STEELEYE SPAN - Dodgy Bastards
Park Records PRKCD148

The legendary Steeleye Span approaches its half-century (incredibly!) with a rejuvenated line-up and a superb new studio album. Not that their 2013 Wintersmith project was tired or lacklustre (far from it), but (the, I suspect, deliberately provocatively titled) Dodgy Bastards sees the good Doctor Span suitably regenerated and replete with a set of inventive rediscoveries that connect and draw parallels between the time zones of classic folk balladry and revivalist reinterpretation.

A good half of the album’s 12 tracks (a nicely weighty tally in these days of skimpy value and short measure) are directly sourced from the Child collection – virtually all of them (surprisingly) receiving the Steeleye branding for the first time, in thoughtful and considered readings that don’t short-change on the epic drama of the tales.
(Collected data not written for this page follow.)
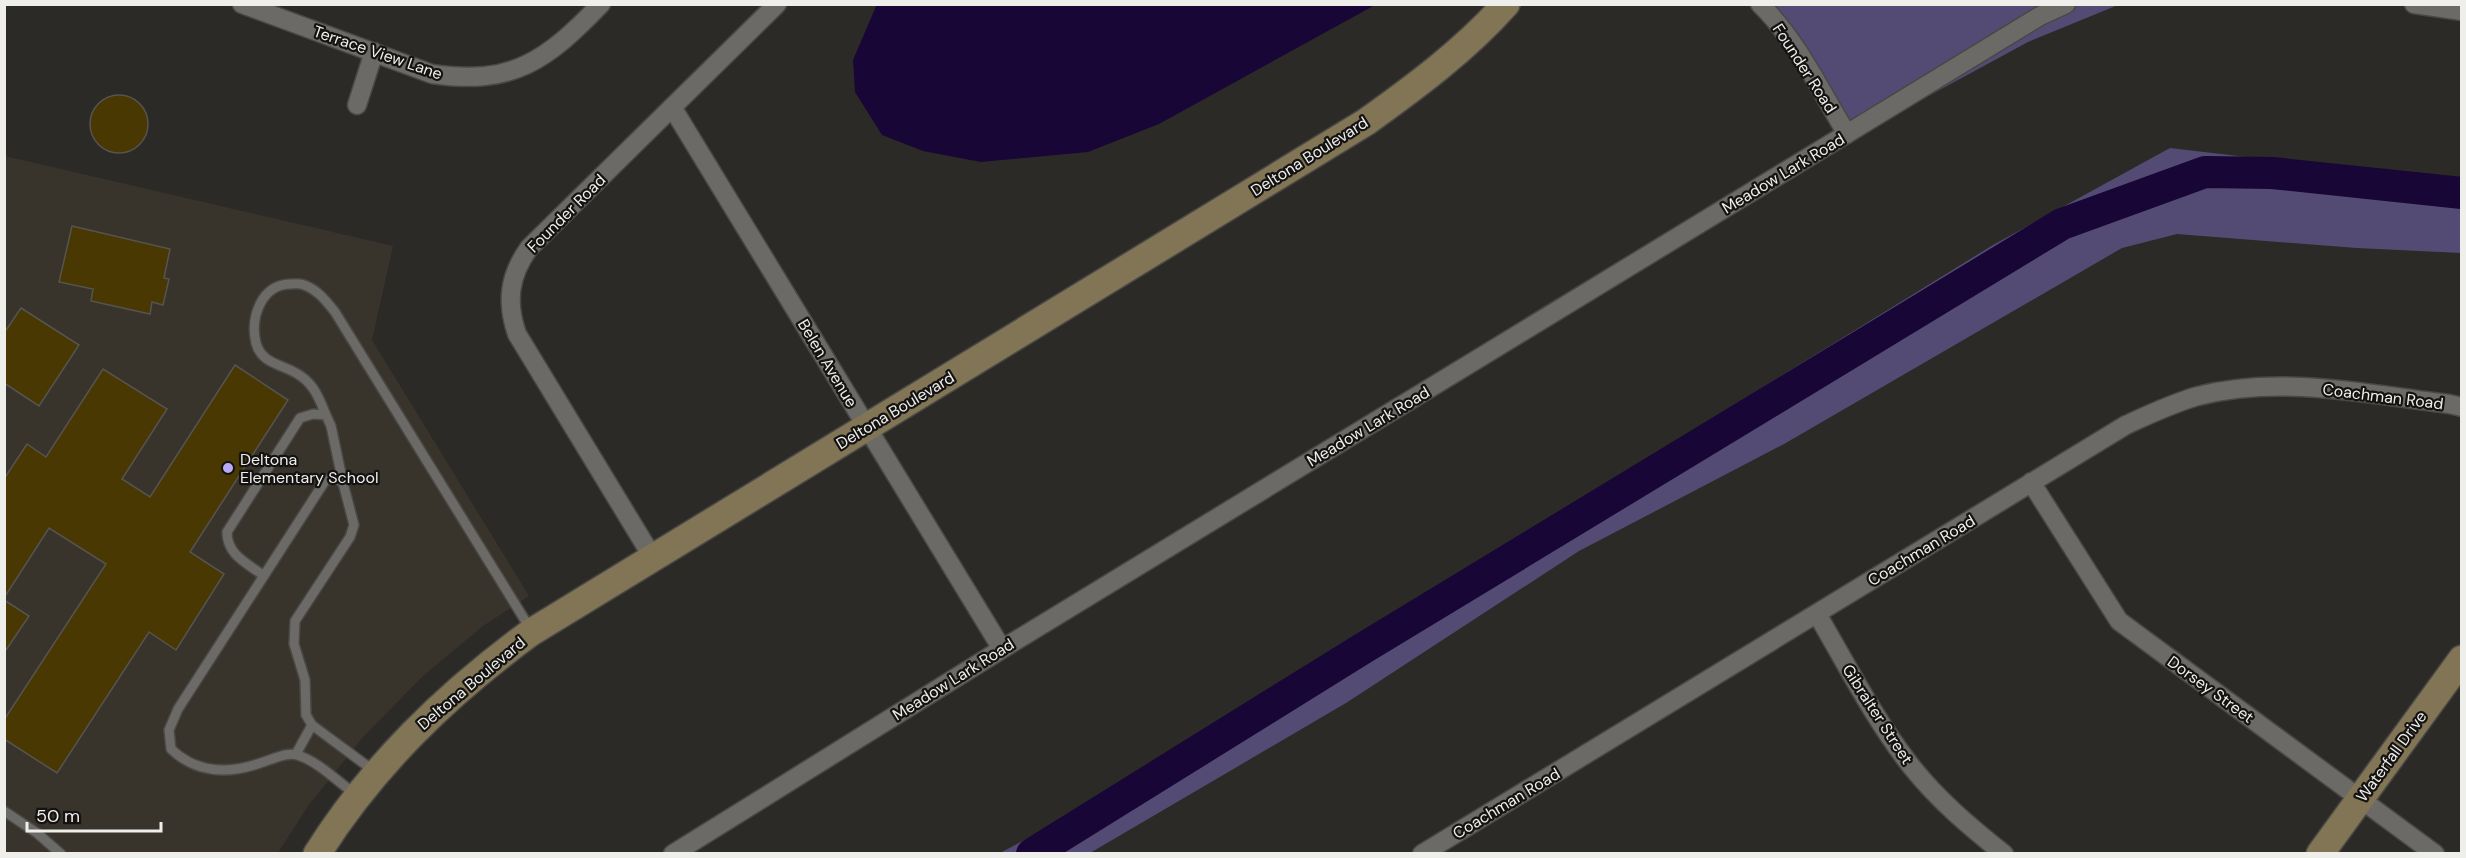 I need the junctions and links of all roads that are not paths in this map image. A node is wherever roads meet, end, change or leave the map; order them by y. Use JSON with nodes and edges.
{"nodes":[{"id":1,"x":242,"y":4,"type":"edge"},
{"id":2,"x":601,"y":4,"type":"edge"},
{"id":3,"x":777,"y":4,"type":"edge"},
{"id":4,"x":1506,"y":4,"type":"edge"},
{"id":5,"x":1760,"y":4,"type":"edge"},
{"id":6,"x":2066,"y":4,"type":"edge"},
{"id":7,"x":2414,"y":4,"type":"edge"},
{"id":8,"x":2462,"y":11,"type":"edge"},
{"id":9,"x":374,"y":52,"type":"junction"},
{"id":10,"x":357,"y":105,"type":"dead end"},
{"id":11,"x":672,"y":107,"type":"junction"},
{"id":12,"x":1847,"y":134,"type":"junction"},
{"id":13,"x":2462,"y":407,"type":"edge"},
{"id":14,"x":326,"y":415,"type":"junction"},
{"id":15,"x":867,"y":427,"type":"junction"},
{"id":16,"x":2031,"y":482,"type":"junction"},
{"id":17,"x":343,"y":483,"type":"junction"},
{"id":18,"x":653,"y":558,"type":"junction"},
{"id":19,"x":264,"y":576,"type":"junction"},
{"id":20,"x":1817,"y":614,"type":"junction"},
{"id":21,"x":532,"y":632,"type":"junction"},
{"id":22,"x":1002,"y":650,"type":"junction"},
{"id":23,"x":2462,"y":659,"type":"edge"},
{"id":24,"x":312,"y":725,"type":"junction"},
{"id":25,"x":296,"y":754,"type":"junction"},
{"id":26,"x":376,"y":773,"type":"junction"},
{"id":27,"x":358,"y":796,"type":"junction"},
{"id":28,"x":2360,"y":799,"type":"junction"},
{"id":29,"x":4,"y":811,"type":"edge"},
{"id":30,"x":61,"y":854,"type":"edge"},
{"id":31,"x":317,"y":854,"type":"edge"},
{"id":32,"x":673,"y":854,"type":"edge"},
{"id":33,"x":1422,"y":854,"type":"edge"},
{"id":34,"x":2004,"y":854,"type":"edge"},
{"id":35,"x":2320,"y":854,"type":"edge"},
{"id":36,"x":2435,"y":854,"type":"edge"}],
"edges":[{"from":1,"to":9,"type":"street","name":"Terrace View Lane"},
{"from":2,"to":9,"type":"street","name":"Terrace View Lane"},
{"from":3,"to":11,"type":"street","name":"Founder Road"},
{"from":4,"to":15,"type":"main road","name":"Deltona Boulevard"},
{"from":5,"to":12,"type":"street","name":"Founder Road"},
{"from":6,"to":12,"type":"street","name":"Meadow Lark Road"},
{"from":7,"to":8,"type":"street"},
{"from":9,"to":10,"type":"street"},
{"from":11,"to":15,"type":"street","name":"Belen Avenue"},
{"from":11,"to":18,"type":"street","name":"Founder Road"},
{"from":12,"to":22,"type":"street","name":"Meadow Lark Road"},
{"from":13,"to":16,"type":"street","name":"Coachman Road"},
{"from":14,"to":17,"type":"lane"},
{"from":14,"to":19,"type":"lane"},
{"from":14,"to":21,"type":"lane"},
{"from":15,"to":18,"type":"main road","name":"Deltona Boulevard"},
{"from":15,"to":22,"type":"street","name":"Belen Avenue"},
{"from":16,"to":20,"type":"street","name":"Coachman Road"},
{"from":16,"to":28,"type":"street","name":"Dorsey Street"},
{"from":17,"to":19,"type":"lane"},
{"from":17,"to":24,"type":"lane"},
{"from":18,"to":21,"type":"main road","name":"Deltona Boulevard"},
{"from":19,"to":25,"type":"lane"},
{"from":20,"to":33,"type":"street","name":"Coachman Road"},
{"from":20,"to":34,"type":"street","name":"Gibralter Street"},
{"from":21,"to":26,"type":"main road","name":"Deltona Boulevard"},
{"from":22,"to":32,"type":"street","name":"Meadow Lark Road"},
{"from":23,"to":28,"type":"main road","name":"Waterfall Drive"},
{"from":24,"to":25,"type":"lane"},
{"from":24,"to":26,"type":"lane"},
{"from":25,"to":27,"type":"lane"},
{"from":26,"to":27,"type":"main road","name":"Deltona Boulevard"},
{"from":27,"to":31,"type":"main road","name":"Deltona Boulevard"},
{"from":28,"to":35,"type":"main road","name":"Waterfall Drive"},
{"from":28,"to":36,"type":"street","name":"Dorsey Street"},
{"from":29,"to":30,"type":"lane"}]} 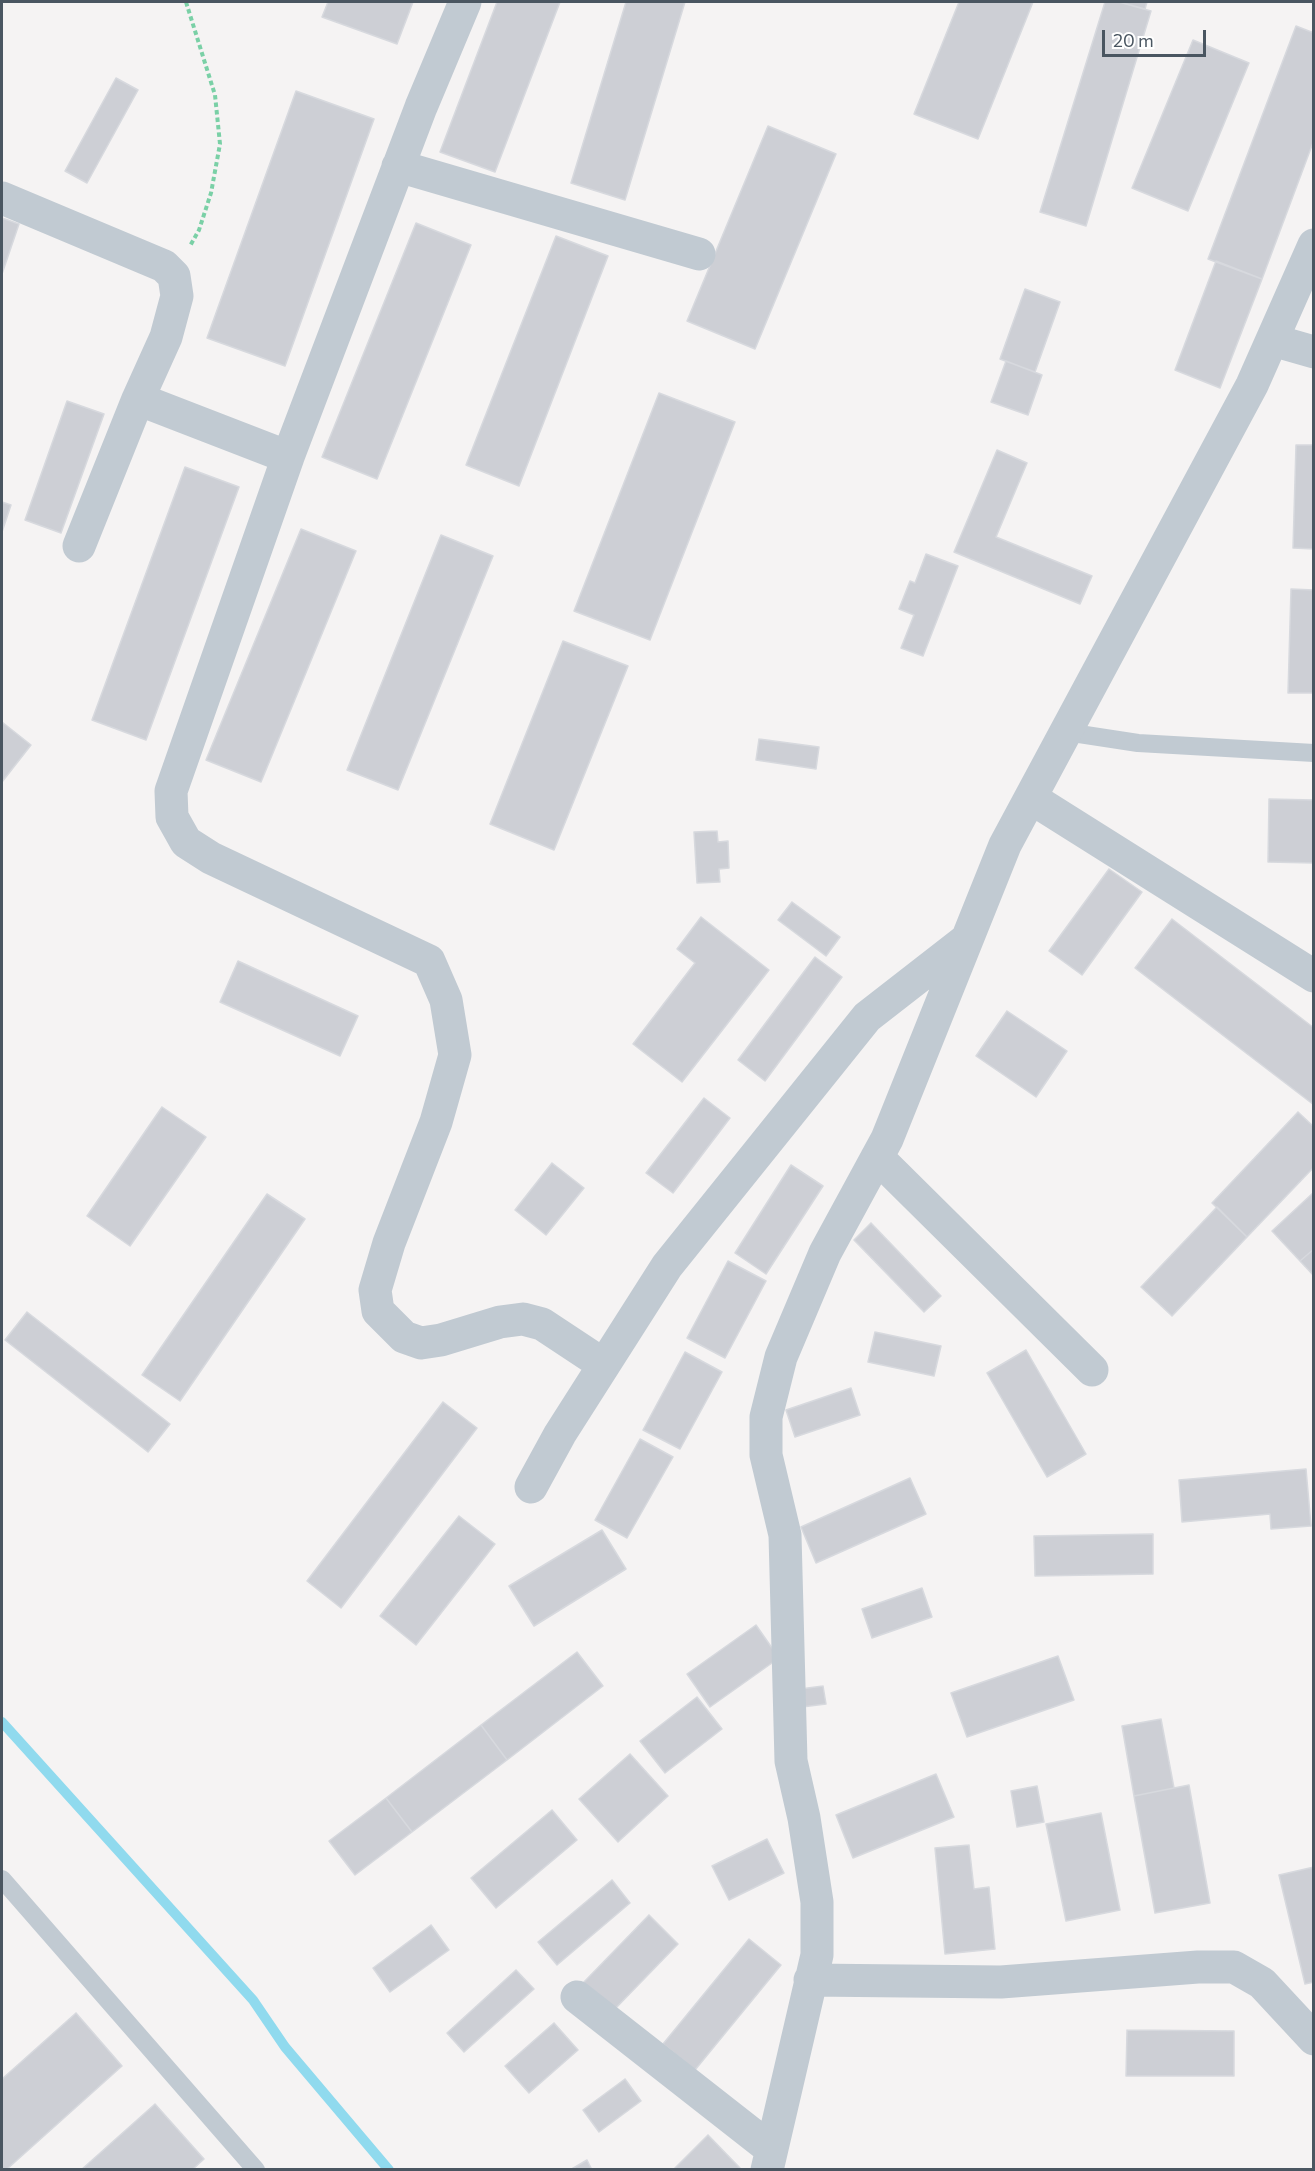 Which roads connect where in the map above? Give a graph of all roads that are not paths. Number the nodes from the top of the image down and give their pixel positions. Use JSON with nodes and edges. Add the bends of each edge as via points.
{"nodes":[{"id":1,"x":465,"y":2,"type":"edge"},
{"id":2,"x":398,"y":166,"type":"junction"},
{"id":3,"x":2,"y":198,"type":"edge"},
{"id":4,"x":1314,"y":245,"type":"edge"},
{"id":5,"x":699,"y":254,"type":"dead end"},
{"id":6,"x":1272,"y":340,"type":"junction"},
{"id":7,"x":1314,"y":352,"type":"edge"},
{"id":8,"x":138,"y":399,"type":"junction"},
{"id":9,"x":288,"y":457,"type":"junction"},
{"id":10,"x":80,"y":546,"type":"dead end"},
{"id":11,"x":1065,"y":732,"type":"junction"},
{"id":12,"x":1314,"y":753,"type":"edge"},
{"id":13,"x":1031,"y":798,"type":"junction"},
{"id":14,"x":967,"y":939,"type":"junction"},
{"id":15,"x":1314,"y":976,"type":"edge"},
{"id":16,"x":877,"y":1157,"type":"junction"},
{"id":17,"x":604,"y":1365,"type":"junction"},
{"id":18,"x":1092,"y":1370,"type":"dead end"},
{"id":19,"x":531,"y":1487,"type":"dead end"},
{"id":20,"x":2,"y":1879,"type":"edge"},
{"id":21,"x":810,"y":1980,"type":"junction"},
{"id":22,"x":578,"y":1996,"type":"dead end"},
{"id":23,"x":1314,"y":2039,"type":"edge"},
{"id":24,"x":769,"y":2159,"type":"edge"},
{"id":25,"x":256,"y":2169,"type":"edge"}],
"edges":[{"from":1,"to":2,"type":"street"},
{"from":2,"to":5,"type":"street"},
{"from":2,"to":9,"type":"street"},
{"from":3,"to":8,"type":"street","via":[[164,266],[174,276],[177,296],[166,337]]},
{"from":4,"to":6,"type":"street"},
{"from":6,"to":7,"type":"street"},
{"from":6,"to":11,"type":"street","via":[[1252,385]]},
{"from":8,"to":9,"type":"street"},
{"from":8,"to":10,"type":"street"},
{"from":9,"to":17,"type":"street","via":[[171,791],[172,817],[186,842],[211,858],[429,961],[446,1000],[455,1055],[436,1122],[386,1253],[375,1290],[378,1311],[404,1337],[421,1342],[523,1318],[542,1324]]},
{"from":11,"to":12,"type":"lane","via":[[1138,743]]},
{"from":11,"to":13,"type":"street"},
{"from":13,"to":14,"type":"street","via":[[1005,845]]},
{"from":13,"to":15,"type":"street"},
{"from":14,"to":16,"type":"street"},
{"from":14,"to":17,"type":"street","via":[[867,1017],[667,1266]]},
{"from":16,"to":18,"type":"street"},
{"from":16,"to":21,"type":"street","via":[[825,1253],[782,1357],[766,1417],[766,1455],[785,1535],[791,1761],[817,1902],[817,1954]]},
{"from":17,"to":19,"type":"street"},
{"from":20,"to":25,"type":"lane"},
{"from":21,"to":23,"type":"street","via":[[1001,1982],[1234,1967],[1262,1983]]},
{"from":21,"to":24,"type":"street"},
{"from":22,"to":24,"type":"street"}]}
The Lofty Tall Ship strikes a fair balance in this respect, while Two Sisters benefits from some harp-roleplay from guest Hattie Webb. Elsewhere the musical settings stretch from the classic, punchy, what might be termed “traditionally-Steeleye” sound of Cruel Brother and Gulliver Gentle & Rosemary to an altogether heavier-duty rock-flavoured climate on songs like The Gardener and Rick Kemp original Cromwell’s Skull, an approach that’s as strong on riffing and time-honoured prog-style axework (courtesy of guitarist Andrew Sinclair) as on whirling, soaring fiddle adventures. There’s even a passage of rapping midway through the spiky, driven reworking of Boys Of Bedlam. The band members deliver charismatic vocals throughout, especially impressively so from new recruit Jessie May Smart, who bravely takes the lead on Brown Robyn’s Confession. The remainder of the album includes obligatory bouncy instrumental jiggery (the title track), a “nutty” fun portrait of a dodgy character (Bad Bones), and at the other end of the scale two moments of delicious comparative repose with Shallow Brown and All Things Are Quite Silent (the latter revisited after 45 years).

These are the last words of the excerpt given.